WHAT TO WORK ON
Go over the material below and report every line that contains the word "Calle".

INPUT DATA
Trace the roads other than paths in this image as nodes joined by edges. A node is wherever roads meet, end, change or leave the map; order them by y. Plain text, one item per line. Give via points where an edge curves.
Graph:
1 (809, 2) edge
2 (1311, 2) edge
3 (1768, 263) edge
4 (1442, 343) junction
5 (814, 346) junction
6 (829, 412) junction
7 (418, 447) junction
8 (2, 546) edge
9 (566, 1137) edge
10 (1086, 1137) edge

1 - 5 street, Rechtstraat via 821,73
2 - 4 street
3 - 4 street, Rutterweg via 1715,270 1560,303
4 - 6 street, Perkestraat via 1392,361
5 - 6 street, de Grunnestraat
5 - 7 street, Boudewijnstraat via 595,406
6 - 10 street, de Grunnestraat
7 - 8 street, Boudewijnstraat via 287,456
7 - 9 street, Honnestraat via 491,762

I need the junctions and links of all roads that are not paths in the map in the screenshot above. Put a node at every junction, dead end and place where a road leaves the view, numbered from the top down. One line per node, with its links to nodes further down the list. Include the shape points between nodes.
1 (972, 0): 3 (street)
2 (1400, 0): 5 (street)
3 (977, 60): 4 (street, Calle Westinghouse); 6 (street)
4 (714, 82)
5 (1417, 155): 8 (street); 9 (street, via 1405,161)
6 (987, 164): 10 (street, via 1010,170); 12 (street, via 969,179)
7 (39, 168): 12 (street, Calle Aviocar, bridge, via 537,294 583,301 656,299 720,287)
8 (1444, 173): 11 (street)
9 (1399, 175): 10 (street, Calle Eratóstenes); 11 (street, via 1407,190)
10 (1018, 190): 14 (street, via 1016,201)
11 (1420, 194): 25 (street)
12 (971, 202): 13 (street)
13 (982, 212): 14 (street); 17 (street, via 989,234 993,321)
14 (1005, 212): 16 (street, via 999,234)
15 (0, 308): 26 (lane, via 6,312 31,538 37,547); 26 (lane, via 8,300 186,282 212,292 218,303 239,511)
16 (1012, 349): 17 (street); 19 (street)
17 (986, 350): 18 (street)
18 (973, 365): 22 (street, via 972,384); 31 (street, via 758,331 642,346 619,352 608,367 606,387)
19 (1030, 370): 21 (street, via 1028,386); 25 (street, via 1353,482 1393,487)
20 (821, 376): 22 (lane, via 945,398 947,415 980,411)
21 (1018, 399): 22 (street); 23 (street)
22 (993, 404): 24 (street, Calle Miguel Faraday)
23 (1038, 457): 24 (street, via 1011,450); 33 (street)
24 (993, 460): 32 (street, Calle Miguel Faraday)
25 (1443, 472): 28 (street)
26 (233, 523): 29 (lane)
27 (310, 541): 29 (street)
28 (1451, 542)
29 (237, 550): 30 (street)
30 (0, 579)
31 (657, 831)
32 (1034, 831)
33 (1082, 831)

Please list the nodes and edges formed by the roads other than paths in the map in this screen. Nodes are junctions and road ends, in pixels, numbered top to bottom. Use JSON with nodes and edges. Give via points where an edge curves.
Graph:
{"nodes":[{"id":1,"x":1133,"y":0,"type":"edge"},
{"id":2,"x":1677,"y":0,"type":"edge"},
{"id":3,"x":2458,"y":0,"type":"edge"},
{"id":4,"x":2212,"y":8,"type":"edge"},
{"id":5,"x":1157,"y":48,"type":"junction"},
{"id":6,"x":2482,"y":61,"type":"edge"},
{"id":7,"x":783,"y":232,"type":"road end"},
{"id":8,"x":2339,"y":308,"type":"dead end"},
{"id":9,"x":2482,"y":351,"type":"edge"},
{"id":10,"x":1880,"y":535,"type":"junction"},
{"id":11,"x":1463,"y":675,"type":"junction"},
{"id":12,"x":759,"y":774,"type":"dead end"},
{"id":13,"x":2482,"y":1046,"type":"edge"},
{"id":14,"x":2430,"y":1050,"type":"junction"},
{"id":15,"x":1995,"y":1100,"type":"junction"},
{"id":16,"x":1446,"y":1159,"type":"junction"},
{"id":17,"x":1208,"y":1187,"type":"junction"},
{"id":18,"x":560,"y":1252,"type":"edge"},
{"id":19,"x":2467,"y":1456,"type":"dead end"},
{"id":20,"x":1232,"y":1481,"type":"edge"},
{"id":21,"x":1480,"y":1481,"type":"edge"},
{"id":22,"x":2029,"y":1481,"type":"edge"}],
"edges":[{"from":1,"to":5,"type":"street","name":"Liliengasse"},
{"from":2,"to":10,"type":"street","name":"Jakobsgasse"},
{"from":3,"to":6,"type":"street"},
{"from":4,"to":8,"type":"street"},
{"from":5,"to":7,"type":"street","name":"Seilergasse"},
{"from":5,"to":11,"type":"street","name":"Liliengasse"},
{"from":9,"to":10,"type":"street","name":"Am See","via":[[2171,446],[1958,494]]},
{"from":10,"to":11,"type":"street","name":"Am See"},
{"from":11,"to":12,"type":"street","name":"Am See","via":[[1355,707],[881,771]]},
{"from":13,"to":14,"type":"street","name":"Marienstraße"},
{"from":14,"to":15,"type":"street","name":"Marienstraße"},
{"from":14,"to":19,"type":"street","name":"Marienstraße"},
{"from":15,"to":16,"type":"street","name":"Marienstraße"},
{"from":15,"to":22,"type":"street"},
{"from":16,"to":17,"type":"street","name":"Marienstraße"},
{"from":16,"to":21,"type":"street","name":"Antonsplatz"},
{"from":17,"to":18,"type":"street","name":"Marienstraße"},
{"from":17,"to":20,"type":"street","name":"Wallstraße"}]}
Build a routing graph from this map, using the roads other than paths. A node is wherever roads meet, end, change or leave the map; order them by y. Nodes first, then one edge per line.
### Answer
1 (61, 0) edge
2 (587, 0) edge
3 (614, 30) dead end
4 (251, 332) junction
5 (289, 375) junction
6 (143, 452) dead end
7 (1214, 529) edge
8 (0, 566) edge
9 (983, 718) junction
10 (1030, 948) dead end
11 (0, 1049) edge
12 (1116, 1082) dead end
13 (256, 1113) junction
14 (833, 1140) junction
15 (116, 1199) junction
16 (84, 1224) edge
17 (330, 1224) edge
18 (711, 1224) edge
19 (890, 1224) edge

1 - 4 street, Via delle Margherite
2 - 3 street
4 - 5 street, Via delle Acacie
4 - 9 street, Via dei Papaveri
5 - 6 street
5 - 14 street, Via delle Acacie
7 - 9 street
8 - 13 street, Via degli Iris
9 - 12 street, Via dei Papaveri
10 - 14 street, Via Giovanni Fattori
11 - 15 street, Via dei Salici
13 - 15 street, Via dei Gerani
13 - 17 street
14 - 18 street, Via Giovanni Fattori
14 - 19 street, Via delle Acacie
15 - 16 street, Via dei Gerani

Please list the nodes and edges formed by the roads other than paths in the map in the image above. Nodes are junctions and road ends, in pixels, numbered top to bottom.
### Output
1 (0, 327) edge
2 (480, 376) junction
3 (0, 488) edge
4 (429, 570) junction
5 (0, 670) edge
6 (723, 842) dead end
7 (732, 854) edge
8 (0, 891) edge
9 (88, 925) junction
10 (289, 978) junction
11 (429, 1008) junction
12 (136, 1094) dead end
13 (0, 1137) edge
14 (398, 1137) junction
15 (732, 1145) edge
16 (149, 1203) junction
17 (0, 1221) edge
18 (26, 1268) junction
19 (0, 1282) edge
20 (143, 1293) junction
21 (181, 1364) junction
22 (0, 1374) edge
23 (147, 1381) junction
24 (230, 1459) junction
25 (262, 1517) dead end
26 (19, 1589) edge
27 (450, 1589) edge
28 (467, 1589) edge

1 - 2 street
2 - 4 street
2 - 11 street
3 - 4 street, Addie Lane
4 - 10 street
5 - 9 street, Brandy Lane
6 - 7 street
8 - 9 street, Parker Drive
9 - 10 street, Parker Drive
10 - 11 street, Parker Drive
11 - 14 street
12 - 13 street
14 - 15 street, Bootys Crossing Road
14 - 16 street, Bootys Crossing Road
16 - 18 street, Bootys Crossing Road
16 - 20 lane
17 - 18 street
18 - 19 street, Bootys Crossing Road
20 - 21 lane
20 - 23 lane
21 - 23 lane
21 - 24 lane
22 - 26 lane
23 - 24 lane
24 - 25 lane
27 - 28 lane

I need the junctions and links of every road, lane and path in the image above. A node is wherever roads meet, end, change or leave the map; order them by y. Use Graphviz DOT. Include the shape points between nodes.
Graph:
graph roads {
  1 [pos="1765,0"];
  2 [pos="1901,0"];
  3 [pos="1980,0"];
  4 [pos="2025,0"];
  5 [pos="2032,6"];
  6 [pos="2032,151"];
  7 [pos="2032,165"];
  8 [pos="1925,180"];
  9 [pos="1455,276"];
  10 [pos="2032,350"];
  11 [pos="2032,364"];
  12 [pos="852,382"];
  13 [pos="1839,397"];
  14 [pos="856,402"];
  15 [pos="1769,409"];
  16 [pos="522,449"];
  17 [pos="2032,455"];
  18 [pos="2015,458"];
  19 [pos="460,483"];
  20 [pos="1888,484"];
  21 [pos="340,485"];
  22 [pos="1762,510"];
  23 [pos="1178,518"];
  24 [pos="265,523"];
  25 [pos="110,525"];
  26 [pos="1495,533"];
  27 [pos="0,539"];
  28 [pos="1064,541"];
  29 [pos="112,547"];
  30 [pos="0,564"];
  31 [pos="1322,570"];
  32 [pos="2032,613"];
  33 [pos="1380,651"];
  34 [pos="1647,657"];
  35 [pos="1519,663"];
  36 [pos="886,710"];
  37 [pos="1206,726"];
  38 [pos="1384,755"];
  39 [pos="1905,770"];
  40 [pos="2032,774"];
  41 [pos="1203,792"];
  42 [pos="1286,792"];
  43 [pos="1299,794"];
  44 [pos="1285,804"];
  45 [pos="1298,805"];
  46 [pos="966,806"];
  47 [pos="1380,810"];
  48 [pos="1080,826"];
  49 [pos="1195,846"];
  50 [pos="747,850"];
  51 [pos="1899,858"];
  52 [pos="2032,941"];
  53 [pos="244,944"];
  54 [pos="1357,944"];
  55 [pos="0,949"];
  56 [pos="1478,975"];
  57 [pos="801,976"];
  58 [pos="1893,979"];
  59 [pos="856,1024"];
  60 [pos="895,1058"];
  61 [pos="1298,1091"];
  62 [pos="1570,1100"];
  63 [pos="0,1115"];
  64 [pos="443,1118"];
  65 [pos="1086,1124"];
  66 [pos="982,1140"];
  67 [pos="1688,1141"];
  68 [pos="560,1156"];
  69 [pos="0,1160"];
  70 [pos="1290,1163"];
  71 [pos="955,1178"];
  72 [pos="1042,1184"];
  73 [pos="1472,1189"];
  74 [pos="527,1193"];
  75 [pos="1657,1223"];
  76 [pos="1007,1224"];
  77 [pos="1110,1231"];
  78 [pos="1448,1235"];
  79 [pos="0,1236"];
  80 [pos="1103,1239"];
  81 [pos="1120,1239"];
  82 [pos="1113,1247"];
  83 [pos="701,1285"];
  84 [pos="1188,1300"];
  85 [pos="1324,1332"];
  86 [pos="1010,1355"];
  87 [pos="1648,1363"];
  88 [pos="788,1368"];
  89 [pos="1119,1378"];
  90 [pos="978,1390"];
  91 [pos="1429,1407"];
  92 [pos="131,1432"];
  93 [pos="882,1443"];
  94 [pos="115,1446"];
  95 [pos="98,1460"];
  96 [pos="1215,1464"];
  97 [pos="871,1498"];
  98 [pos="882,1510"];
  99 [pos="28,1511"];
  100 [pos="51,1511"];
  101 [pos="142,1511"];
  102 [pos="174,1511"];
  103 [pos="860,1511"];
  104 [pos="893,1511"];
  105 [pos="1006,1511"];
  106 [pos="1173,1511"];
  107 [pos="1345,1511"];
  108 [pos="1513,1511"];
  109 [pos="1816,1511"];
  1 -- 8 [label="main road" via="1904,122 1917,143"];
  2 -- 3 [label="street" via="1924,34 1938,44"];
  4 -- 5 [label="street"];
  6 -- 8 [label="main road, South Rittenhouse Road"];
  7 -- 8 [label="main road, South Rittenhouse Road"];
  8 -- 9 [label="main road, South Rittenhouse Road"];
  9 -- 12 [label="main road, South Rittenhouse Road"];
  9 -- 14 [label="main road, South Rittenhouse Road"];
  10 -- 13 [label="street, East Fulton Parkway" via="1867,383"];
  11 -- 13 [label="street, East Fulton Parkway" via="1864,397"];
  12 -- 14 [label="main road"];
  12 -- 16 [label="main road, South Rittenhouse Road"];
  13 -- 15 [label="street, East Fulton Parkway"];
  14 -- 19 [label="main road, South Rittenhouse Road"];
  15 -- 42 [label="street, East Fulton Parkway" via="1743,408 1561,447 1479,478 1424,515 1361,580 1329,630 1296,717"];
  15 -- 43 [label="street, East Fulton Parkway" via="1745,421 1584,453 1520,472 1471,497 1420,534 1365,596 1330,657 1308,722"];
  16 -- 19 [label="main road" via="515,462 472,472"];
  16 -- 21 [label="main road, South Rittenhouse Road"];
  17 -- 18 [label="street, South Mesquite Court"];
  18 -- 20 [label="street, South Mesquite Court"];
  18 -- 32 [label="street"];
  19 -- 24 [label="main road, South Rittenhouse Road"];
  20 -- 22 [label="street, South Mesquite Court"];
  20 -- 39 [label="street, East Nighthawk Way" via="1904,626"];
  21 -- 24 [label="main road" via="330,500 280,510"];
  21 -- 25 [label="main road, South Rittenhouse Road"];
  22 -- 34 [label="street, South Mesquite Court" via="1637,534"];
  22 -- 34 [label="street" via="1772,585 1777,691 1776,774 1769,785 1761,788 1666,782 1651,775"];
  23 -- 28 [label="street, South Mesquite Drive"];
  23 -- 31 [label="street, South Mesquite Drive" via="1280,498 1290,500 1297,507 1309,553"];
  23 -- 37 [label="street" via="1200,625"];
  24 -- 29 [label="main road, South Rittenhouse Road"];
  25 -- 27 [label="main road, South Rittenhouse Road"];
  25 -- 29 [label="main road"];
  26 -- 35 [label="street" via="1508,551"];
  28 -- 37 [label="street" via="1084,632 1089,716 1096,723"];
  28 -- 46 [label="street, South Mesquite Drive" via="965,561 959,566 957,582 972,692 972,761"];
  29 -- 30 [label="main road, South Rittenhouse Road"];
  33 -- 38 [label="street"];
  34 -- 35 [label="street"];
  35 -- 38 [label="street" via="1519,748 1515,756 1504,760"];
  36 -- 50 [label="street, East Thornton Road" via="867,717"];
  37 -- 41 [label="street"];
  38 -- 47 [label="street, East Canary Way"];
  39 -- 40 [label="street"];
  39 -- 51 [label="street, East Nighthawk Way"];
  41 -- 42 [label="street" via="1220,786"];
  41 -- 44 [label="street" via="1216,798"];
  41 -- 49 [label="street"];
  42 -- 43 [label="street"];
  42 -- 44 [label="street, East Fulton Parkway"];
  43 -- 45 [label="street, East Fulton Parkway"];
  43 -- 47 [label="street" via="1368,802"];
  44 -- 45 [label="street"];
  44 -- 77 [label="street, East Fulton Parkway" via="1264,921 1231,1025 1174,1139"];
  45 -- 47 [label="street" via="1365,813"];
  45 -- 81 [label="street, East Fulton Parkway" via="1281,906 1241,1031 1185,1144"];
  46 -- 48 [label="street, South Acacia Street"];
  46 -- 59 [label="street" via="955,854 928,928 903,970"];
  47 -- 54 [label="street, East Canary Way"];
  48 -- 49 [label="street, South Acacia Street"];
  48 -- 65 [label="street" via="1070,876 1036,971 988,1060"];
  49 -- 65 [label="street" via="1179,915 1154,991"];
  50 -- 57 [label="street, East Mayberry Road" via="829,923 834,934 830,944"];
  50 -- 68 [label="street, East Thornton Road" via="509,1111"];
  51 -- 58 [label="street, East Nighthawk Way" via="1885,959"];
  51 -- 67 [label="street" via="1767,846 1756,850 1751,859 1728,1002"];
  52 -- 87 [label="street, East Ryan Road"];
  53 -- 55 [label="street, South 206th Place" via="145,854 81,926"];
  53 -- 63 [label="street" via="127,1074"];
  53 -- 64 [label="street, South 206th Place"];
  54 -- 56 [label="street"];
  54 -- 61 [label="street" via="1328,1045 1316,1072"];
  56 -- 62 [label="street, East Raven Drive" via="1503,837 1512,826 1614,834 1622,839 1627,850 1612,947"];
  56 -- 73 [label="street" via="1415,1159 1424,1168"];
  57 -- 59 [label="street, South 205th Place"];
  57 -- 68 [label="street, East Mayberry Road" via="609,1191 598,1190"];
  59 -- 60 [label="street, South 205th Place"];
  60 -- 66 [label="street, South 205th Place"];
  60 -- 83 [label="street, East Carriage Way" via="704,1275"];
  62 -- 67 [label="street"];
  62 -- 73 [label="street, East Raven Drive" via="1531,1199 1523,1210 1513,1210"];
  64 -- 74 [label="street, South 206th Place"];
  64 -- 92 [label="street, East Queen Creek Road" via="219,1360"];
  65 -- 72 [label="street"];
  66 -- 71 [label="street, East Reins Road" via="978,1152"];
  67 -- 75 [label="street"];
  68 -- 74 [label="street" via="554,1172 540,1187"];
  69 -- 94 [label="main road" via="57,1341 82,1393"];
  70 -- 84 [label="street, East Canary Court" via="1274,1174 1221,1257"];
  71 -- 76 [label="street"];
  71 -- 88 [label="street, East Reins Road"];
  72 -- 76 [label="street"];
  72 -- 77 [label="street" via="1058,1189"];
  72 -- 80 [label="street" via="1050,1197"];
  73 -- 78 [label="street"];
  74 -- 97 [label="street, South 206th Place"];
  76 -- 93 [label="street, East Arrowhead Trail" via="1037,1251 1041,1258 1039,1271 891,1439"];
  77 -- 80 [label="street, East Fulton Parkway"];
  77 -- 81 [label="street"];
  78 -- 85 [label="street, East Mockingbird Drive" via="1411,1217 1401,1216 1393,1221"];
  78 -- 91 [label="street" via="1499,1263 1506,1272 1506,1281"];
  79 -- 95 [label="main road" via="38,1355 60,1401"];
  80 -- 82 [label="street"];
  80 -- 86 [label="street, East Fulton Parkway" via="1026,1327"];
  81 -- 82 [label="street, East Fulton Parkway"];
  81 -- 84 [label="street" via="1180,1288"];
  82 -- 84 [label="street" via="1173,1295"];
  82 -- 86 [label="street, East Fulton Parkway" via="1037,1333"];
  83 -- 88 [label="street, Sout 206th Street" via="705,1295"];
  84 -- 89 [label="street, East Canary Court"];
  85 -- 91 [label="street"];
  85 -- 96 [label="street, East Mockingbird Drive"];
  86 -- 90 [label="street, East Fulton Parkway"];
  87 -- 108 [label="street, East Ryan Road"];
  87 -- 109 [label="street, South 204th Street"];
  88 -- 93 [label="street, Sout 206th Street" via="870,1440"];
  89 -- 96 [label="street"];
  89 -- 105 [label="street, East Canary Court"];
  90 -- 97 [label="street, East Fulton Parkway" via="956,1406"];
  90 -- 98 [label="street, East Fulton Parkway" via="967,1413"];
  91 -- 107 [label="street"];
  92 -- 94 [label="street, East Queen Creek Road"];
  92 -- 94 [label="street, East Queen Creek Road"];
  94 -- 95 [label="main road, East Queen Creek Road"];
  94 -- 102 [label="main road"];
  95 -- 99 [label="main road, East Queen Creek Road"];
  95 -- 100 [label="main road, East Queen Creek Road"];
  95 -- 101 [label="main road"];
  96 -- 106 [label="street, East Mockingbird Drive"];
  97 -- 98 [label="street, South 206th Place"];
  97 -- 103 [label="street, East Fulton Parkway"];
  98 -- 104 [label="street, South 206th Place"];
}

TASK SOLUTION
3 (977, 60): 4 (street, Calle Westinghouse); 6 (street)
7 (39, 168): 12 (street, Calle Aviocar, bridge, via 537,294 583,301 656,299 720,287)
9 (1399, 175): 10 (street, Calle Eratóstenes); 11 (street, via 1407,190)
22 (993, 404): 24 (street, Calle Miguel Faraday)
24 (993, 460): 32 (street, Calle Miguel Faraday)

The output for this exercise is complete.